One of the big advantages multichannel retailers have is simply that customers don’t have to wait for goods, but can go to pick them up, so this is a big oversight. Upping the ante, many Prime members – in Manchester, Liverpool, Leeds, Greater London, Edinburgh, Glasgow, Birmingham, Bristol and other urban areas – now get free same-day deliveries from Amazon.

Ampersand also offered a rundown of the best-performing retailers. As you might expect, there are definite overlaps with the IRUK Top500. The 10 best-performing retailers in the Ampersand list – and it’s worth noting that supermarkets were excluded because “including grocery retailers was skewing the data” – are:

Retailer Score (out of 100)
House of Fraser 90
Schuh 87
Argos 84
B&Q 81
Screwfix 80
Karen Millen 78
M&S 78
Superdry 78
Coast 75
Warehouse 73



Just as interesting is a list of retailers that show how incremental improvements can lead to big boosts in performance. F Hinds, for example, achieved a 109% uplift in its overall rating through comparatively straightforward initiatives: introducing a mobile-optimised website and geolocation services. Similarly, Dior achieved a 106% improvement in its rating by introducing a mobile-optimised website. Significantly, it also amended its returns policy to make it more transparent, which is significant with luxury brands where consumers are making sizeable investments in statement pieces.

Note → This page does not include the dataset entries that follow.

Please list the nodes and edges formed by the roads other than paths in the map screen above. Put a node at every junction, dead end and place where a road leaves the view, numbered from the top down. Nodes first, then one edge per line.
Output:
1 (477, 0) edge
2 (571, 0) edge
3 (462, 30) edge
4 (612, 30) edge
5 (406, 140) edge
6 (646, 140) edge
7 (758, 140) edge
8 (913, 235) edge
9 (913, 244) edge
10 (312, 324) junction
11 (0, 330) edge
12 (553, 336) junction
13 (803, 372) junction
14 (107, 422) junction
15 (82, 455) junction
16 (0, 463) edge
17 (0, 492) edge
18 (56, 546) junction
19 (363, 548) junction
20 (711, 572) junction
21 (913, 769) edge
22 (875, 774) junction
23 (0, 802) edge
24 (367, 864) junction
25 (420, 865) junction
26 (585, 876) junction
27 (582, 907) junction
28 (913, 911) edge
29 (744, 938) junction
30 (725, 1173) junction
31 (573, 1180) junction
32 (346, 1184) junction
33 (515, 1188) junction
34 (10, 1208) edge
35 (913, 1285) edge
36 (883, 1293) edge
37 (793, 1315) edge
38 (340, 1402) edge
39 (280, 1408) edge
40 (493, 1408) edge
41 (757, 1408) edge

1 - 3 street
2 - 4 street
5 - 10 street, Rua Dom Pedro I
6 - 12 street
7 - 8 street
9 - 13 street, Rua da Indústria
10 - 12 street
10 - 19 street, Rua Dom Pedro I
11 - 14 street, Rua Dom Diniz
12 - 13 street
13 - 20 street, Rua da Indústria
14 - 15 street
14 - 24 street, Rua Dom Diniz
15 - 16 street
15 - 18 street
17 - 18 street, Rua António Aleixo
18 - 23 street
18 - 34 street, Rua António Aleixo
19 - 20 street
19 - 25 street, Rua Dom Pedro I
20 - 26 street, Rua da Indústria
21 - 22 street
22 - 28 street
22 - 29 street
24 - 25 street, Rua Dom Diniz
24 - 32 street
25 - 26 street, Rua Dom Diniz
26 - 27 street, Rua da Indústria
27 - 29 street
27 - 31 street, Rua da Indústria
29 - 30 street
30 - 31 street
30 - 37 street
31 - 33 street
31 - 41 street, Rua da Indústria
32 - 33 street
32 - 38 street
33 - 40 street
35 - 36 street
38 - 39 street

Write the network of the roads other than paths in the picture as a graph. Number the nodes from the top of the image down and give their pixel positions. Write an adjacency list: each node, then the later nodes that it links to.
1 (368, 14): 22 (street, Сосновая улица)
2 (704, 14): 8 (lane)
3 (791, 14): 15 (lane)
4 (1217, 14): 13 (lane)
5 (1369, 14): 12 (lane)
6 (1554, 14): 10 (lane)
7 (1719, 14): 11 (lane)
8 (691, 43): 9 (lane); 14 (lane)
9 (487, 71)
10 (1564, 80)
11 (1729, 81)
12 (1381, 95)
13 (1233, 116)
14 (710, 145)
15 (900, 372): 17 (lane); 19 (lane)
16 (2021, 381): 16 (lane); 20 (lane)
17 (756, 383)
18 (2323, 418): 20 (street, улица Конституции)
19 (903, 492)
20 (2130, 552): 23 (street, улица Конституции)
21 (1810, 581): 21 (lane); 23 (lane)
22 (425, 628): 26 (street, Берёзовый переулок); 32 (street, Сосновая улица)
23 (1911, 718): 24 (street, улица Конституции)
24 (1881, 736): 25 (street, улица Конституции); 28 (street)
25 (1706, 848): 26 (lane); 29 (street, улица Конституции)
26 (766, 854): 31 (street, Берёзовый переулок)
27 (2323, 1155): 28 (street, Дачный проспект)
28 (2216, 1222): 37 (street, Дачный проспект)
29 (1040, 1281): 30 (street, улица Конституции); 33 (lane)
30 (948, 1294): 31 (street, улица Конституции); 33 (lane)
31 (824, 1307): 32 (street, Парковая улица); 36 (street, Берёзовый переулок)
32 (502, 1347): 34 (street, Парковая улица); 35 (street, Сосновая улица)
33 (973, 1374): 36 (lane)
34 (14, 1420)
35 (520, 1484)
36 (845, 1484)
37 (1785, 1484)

The overall message? While it’s outside the scope of Ampersand’s research, we would suggest it shows how multichannel retail isn’t at core about the nice-to-have features, but about getting basics right. Are fulfilment options comparable with and better than competitors (including pureplays) and do they work? Is the mobile site optimised? Have retailers thought carefully about how channels can be made to work together in ways that suit their customers? These are the kinds of questions retailers should be asking.